Was also going to weed the asparagus bed but it's a mass of dry turf roots with docks poking through so I sacked it off and went and ate some cake in the polytunnel with a pint mug of tea.
Also got the first sowing of spring broad beans and early peas sprouting in the polytunnel.  Can't believe it's been a year since I did the same thing!  Time flies.

Saturday 12 March 2011

Reap what you sow...

Want lots of spuds?  Then dig deeply.

In the winter I dumped 5 wheelbarrow loads of muck on each spud bed and covered them with black placcy, and forgot about them.  Three months later, I'm double digging the now rich black wormy compost in and have set out our first row of earlies (Charlottes).  The Plan is to plant in deep trenches and earth up to above ground level, forcing the plants to elongate and send off more roots for maximum spud yields.  Lots of water, plenty of liquid feeds and muck, muck, muck will hopefully pay off.  I'd recommend a Bulldog forged steel fork with steel strapped ash handle for this!

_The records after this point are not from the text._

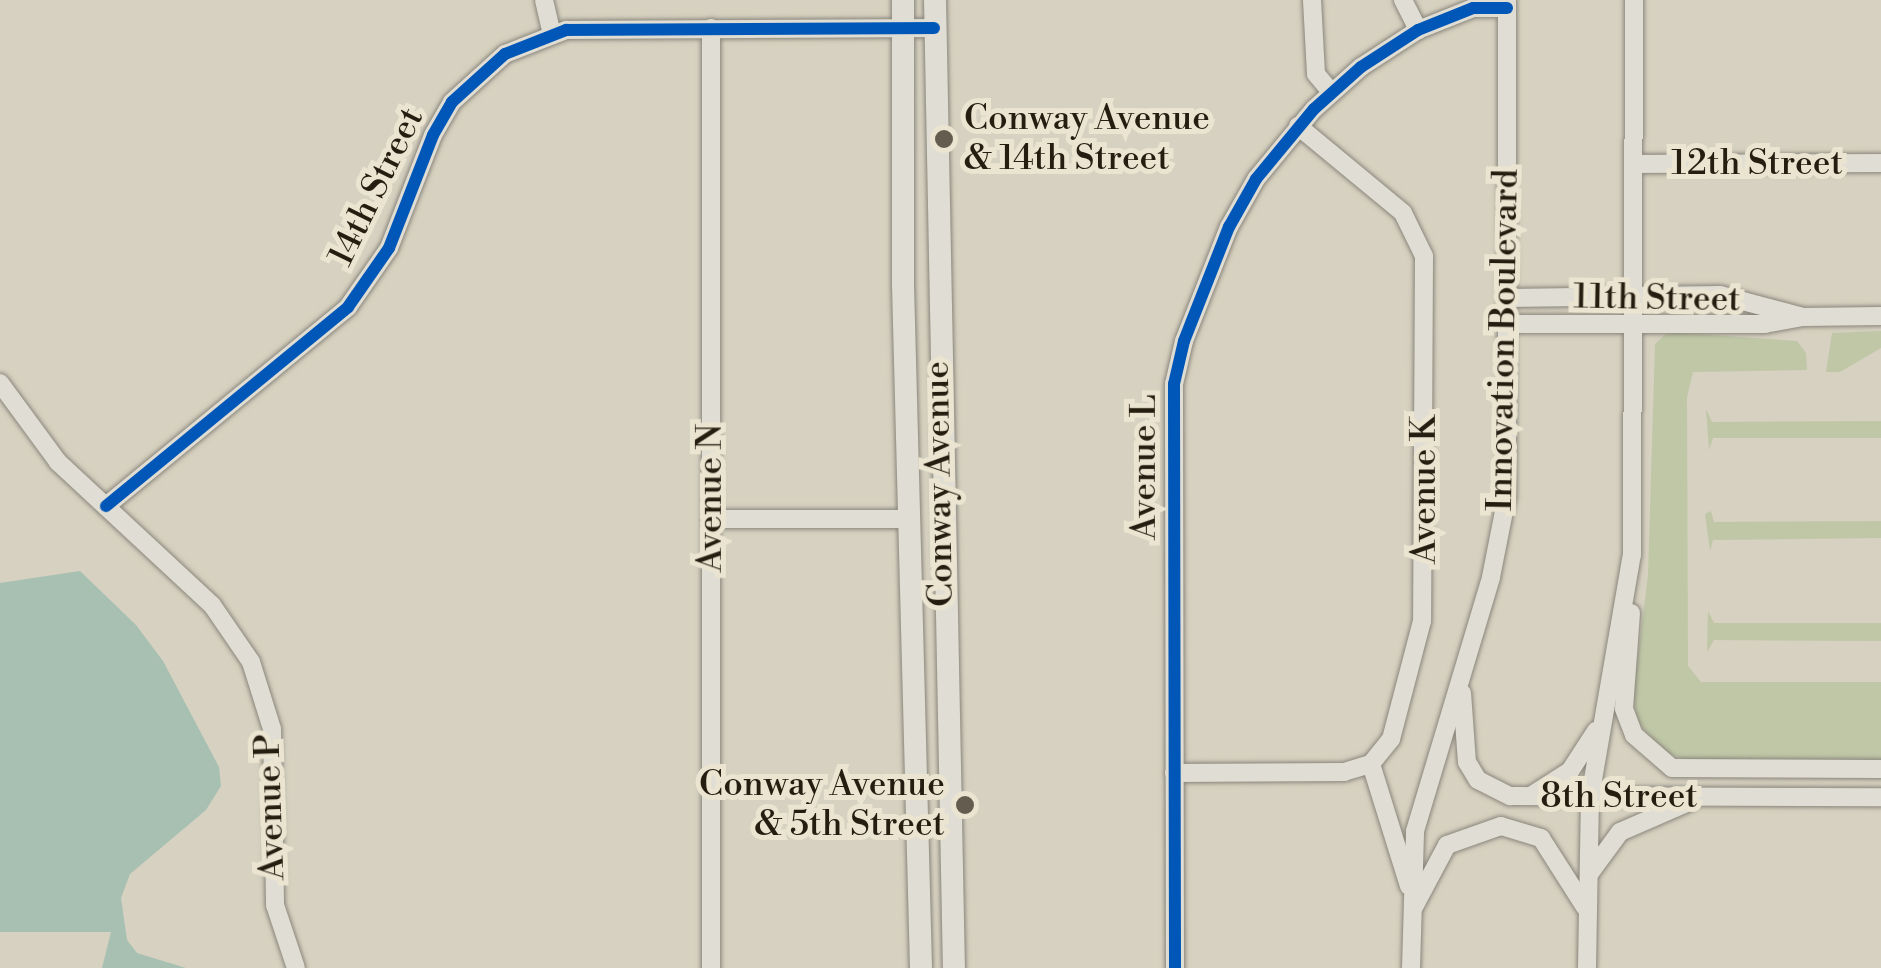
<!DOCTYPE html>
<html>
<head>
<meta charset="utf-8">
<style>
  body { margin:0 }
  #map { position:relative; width:1881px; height:968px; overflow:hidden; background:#d6d1c0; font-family:"Libre Bodoni",serif }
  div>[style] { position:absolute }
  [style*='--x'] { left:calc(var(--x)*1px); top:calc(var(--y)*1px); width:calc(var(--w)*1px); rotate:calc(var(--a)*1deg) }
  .green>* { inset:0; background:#bfc7a7 }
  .water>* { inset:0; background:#a7c0b2 }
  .roads { filter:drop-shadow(0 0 2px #8a867b) drop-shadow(0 0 2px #8a867b) }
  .minor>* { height:18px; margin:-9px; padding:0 9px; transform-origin:9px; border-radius:9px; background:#e0ddd4 }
  .tertiary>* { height:22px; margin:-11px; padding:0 11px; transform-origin:11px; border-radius:11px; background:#e0ddd4 }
  .cycleway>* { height:12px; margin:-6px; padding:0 6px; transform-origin:6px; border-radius:6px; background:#0057b8 }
  .dots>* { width:28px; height:28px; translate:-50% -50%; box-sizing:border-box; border:5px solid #eae4d0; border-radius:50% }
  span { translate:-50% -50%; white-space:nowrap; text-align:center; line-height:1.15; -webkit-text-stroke:10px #eae4d0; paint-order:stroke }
  .poi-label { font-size:35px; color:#261d11 }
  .left { translate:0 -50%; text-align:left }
  .right { translate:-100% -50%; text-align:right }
  .street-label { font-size:35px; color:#261d11 }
</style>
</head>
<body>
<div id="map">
  <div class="green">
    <i style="clip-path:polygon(1881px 331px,1881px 348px,1840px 372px,1826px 372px,1832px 333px)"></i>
    <i style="clip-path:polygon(1668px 332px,1797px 341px,1806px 353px,1807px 370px,1693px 372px,1687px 397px,1688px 666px,1701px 682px,1881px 682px,1881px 763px,1692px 762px,1663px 751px,1638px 722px,1633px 697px,1648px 575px,1655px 344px)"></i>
    <i style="clip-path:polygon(1706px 409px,1712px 422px,1881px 421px,1881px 438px,1713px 438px,1709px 450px)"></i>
    <i style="clip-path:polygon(1711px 511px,1714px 522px,1881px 521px,1881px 538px,1713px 540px,1710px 551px,1705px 514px)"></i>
    <i style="clip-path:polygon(1708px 611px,1714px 623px,1881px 623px,1881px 641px,1714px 640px,1707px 652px)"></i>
  </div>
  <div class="water">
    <i style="clip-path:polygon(80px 571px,136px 625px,163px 661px,219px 767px,221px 786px,206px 810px,130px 874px,121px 898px,127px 940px,137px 953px,186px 968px,102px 968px,111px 932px,0 932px,0 583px)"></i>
  </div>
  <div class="roads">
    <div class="minor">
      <i style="--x:544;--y:0;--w:36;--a:77"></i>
      <i style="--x:1312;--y:0;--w:74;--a:86.9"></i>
      <i style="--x:1316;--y:74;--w:23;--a:50"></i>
      <i style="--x:1403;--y:0;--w:34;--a:63"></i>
      <i style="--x:711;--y:28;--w:940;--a:90"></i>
      <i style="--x:1298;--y:126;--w:136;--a:39.6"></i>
      <i style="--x:1403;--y:213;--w:48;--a:64"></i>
      <i style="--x:1424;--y:256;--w:365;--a:90.3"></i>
      <i style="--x:1422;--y:621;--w:122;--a:104.7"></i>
      <i style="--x:1391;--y:739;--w:32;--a:129"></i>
      <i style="--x:1371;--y:764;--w:128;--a:72.7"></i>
      <i style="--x:1633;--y:164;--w:248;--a:-0.2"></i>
      <i style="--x:1508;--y:298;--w:212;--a:-0.8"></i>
      <i style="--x:1720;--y:295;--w:86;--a:14.8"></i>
      <i style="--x:1803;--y:317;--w:39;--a:170"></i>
      <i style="--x:1765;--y:324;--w:256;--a:180"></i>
      <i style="--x:1803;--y:317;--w:78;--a:-0.7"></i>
      <i style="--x:0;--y:383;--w:98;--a:53.7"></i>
      <i style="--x:58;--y:462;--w:210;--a:42.9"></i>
      <i style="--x:212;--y:605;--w:69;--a:55.6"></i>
      <i style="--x:251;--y:662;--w:70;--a:72.6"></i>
      <i style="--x:272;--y:729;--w:176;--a:89"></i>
      <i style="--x:275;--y:905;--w:66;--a:71.6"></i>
      <i style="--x:106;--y:506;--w:313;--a:-39.4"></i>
      <i style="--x:348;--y:307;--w:72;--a:-55.2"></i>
      <i style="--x:389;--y:248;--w:121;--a:-68.7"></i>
      <i style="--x:433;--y:135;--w:38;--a:-60"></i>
      <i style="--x:452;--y:102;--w:72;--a:-42.2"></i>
      <i style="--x:505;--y:54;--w:66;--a:-21.5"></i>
      <i style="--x:566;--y:30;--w:368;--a:-0.3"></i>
      <i style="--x:711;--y:519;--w:197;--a:0"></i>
      <i style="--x:1631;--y:613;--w:96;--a:94.2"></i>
      <i style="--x:1624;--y:709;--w:28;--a:69"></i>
      <i style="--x:1634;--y:735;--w:50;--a:41"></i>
      <i style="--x:1672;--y:768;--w:209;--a:0.3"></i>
      <i style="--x:1462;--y:693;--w:69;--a:85.9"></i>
      <i style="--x:1467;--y:762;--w:21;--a:59"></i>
      <i style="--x:1478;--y:780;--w:36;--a:27"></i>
      <i style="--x:1510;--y:796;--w:371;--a:0.2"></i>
      <i style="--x:1174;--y:773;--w:170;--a:-0.3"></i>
      <i style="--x:1344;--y:772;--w:28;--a:-17"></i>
      <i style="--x:1532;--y:795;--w:45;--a:-32.3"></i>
      <i style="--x:1570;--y:771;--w:48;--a:-57"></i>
      <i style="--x:1590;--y:873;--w:51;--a:-53.8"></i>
      <i style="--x:1620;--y:832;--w:77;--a:-23.6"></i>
      <i style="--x:1414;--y:907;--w:70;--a:-62"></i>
      <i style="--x:1447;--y:845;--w:57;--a:-19.4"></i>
      <i style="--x:1501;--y:826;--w:42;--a:16.7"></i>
      <i style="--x:1541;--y:838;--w:82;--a:57.5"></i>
      <i style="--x:1175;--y:968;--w:584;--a:-90.1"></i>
      <i style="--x:1174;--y:384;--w:44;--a:-76.9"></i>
      <i style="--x:1184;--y:341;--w:123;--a:-68.5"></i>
      <i style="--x:1229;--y:227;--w:55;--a:-60.6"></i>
      <i style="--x:1256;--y:179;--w:91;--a:-50.4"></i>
      <i style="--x:1314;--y:109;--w:63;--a:-41.8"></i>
      <i style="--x:1361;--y:67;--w:68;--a:-33"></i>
      <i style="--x:1418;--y:30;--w:59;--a:-21.8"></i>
      <i style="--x:1473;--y:8;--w:34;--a:0"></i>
      <i style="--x:1411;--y:968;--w:137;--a:-88.3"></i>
      <i style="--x:1415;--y:831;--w:265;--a:-73.3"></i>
      <i style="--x:1491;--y:577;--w:83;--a:-78.8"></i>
      <i style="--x:1507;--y:496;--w:496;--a:-90"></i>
      <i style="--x:1587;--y:968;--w:171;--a:-89"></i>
      <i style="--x:1590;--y:797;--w:246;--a:-80.2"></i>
      <i style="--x:1632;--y:555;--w:555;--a:-89.79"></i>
    </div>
    <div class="tertiary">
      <i style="--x:903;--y:0;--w:285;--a:90"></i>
      <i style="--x:903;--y:285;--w:683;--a:88.49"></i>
      <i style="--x:935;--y:0;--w:968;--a:88.88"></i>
    </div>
  </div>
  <div class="cycleway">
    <i style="--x:106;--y:506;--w:313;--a:-39.4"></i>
    <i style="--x:348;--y:307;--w:72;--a:-55.2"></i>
    <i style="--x:389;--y:248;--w:121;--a:-68.7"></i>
    <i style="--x:433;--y:135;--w:38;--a:-60"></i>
    <i style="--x:452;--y:102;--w:72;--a:-42.2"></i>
    <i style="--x:505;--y:54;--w:66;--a:-21.5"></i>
    <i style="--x:566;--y:30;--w:368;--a:-0.3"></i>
    <i style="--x:1175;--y:968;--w:584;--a:-90.1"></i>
    <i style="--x:1174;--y:384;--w:44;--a:-76.9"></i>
    <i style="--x:1184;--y:341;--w:123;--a:-68.5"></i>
    <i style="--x:1229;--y:227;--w:55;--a:-60.6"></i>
    <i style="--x:1256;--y:179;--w:91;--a:-50.4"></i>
    <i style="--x:1314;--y:109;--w:63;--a:-41.8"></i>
    <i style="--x:1361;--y:67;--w:68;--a:-33"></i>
    <i style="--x:1418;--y:30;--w:59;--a:-21.8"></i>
    <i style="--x:1473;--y:8;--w:34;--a:0"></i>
  </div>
  <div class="dots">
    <i style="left:944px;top:139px;background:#645c4e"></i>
    <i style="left:965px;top:805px;background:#645c4e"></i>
  </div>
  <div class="poi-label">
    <span class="left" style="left:964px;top:139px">Conway Avenue<br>&amp; 14th Street</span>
    <span class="right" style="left:945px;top:805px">Conway Avenue<br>&amp; 5th Street</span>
  </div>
  <div class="street-label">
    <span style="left:1757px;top:164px">12th Street</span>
    <span style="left:377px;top:187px;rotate:-64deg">14th Street</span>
    <span style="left:1657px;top:299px;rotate:1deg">11th Street</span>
    <span style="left:1504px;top:340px;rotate:-89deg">Innovation Boulevard</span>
    <span style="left:1145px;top:467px;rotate:-90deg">Avenue L</span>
    <span style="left:940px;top:484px;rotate:-91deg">Conway Avenue</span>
    <span style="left:1425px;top:490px;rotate:-90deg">Avenue K</span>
    <span style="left:711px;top:498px;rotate:-90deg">Avenue N</span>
    <span style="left:1619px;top:797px">8th Street</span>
    <span style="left:271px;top:807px;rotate:-92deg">Avenue P</span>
  </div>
</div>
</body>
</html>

Earlies on left, maincrop on right.  Stones in middle from the beds.

A safer bet than a nuclear power station right in the middle of an earthquake zone any day.  Bet they wish they'd gone for tidal power generation instead now.

Cross section of the soil showing er... soil.
Turn over top, loosen bottom with the world's heftiest fork.

None of these to be seen last year and now there are hundreds!